Ghalehmamakaei v. Gonzales

MEMORANDUM **

Khanom Ofísana Mansourian Ghalehmamakaei (“Mansourian”), a native and citizen of Iran, petitions for review of the Board of Immigration Appeals’ (“BIA”) summary affirmance of the immigration judge’s (“IJ”) denial of asylum, withholding of removal, and relief under the Convention Against Torture (“CAT”).1 We have jurisdiction under 8 U.S.C. § 1252(a)(1). We dismiss the petition in part, and grant the petition in part and remand. Because the parties are familiar with the facts, we do not recount them here.

We lack jurisdiction over the CAT and procedural due process claims because Mansourian did not present these issues to the BIA and thereby failed to exhaust her administrative remedies.2 Accordingly, we dismiss the petition as to the CAT and procedural due process claims.

The IJ erred by requiring corroborating evidence to support Mansourian’s testimony because the IJ did not make an explicit adverse credibility finding.3 In the absence of an express adverse credibility finding, we accept Mansourian’s testimony as true.4 The evidence compels the conclusion that Mansourian suffered past persecution on account of imputed political opinion.5 Mansourian’s past persecution gives rise to a rebuttable presumption of a well-founded fear of future persecution for asylum purposes, and a clear probability of future persecution for *193withholding purposes.6 Because the BIA has not addressed the issue of whether the Government can rebut these presumptions based on the existing record,7 we remand to the BIA to do so in the first instance.8 Accordingly, we grant the petition in part and remand as to Mansourian’s asylum and withholding of removal claims.

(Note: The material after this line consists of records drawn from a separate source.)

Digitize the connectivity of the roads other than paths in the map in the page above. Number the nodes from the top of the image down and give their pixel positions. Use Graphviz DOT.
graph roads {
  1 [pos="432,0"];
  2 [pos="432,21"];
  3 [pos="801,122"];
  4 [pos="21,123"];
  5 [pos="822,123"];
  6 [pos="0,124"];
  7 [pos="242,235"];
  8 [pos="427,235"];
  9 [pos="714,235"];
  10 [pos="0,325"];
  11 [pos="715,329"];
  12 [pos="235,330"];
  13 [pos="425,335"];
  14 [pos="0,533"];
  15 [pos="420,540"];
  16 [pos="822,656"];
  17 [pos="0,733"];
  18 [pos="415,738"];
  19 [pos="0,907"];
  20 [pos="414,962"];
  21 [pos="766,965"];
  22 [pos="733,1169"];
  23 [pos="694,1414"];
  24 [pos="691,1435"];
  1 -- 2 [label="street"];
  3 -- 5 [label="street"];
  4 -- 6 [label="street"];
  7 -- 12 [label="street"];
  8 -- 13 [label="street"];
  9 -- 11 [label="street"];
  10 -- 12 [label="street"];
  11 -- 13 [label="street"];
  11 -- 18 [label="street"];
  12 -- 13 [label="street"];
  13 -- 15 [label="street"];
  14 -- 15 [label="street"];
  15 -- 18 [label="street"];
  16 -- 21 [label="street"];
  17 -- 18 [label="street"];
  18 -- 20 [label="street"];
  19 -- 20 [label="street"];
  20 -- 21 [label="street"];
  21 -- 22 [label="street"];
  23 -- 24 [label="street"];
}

PETITION DISMISSED IN PART; PETITION GRANTED IN PART; REMANDED.

This disposition is not appropriate for publication and may not be cited to or by the courts of this circuit except as provided by Ninth Circuit Rule 36-3.

. United Nations Convention Against Torture and Other Forms of Cruel, Inhuman or Degrading Treatment or Punishment, art. 3, 23 I.L.M. 1027, 1028 (1984), modified by 24 I.L.M. 535 (1985), as adopted by the United States in Pub.L. No. 105-277, § 2242, 112 Stat. 2681, 2681-822 (1998); see note following 8 U.S.C. § 1231.

. Cortez-Acosta v. INS, 234 F.3d 476, 480 (9th Cir.2000).

. See Kataria v. INS, 232 F.3d 1107, 1114 (9th Cir.2000). We review the IJ’s decision as the final administrative decision because the BIA summarily affirmed the IJ's decision without opinion. See Falcon Carriche v. Ashcroft, 350 F.3d 845, 849 (9th Cir.2003). We review the IJ’s determinations regarding purely legal questions de novo. Lopez v. INS, 184 F.3d 1097, 1099 (9th Cir.1999). Although we use the substantial evidence standard to review the IJ’s factual determinations, that standard does not preclude us from vacating an IJ's decision and remanding for further proceedings when the IJ's decision was based upon an error of law. Kotasz v. INS, 31 F.3d 847, 851 (9th Cir.1994).

. Kataria, 232 F.3d at 1114.

. See Sangha v. INS, 103 F.3d 1482, 1489 (9th Cir.1997).

. Navas v. INS, 217 F.3d 646, 662-63 (9th Cir.2000); 8 C.F.R. §§ 208.13(b)(1); 208.16(b)(1).

. See Navas, 217 F.3d at 662 (stating that "the INS is required to make a complete record during the administrative proceedings”).

. INS v. Orlando Ventura, 537 U.S. 12, 16-17, 123 S.Ct. 353, 154 L.Ed.2d 272 (2002).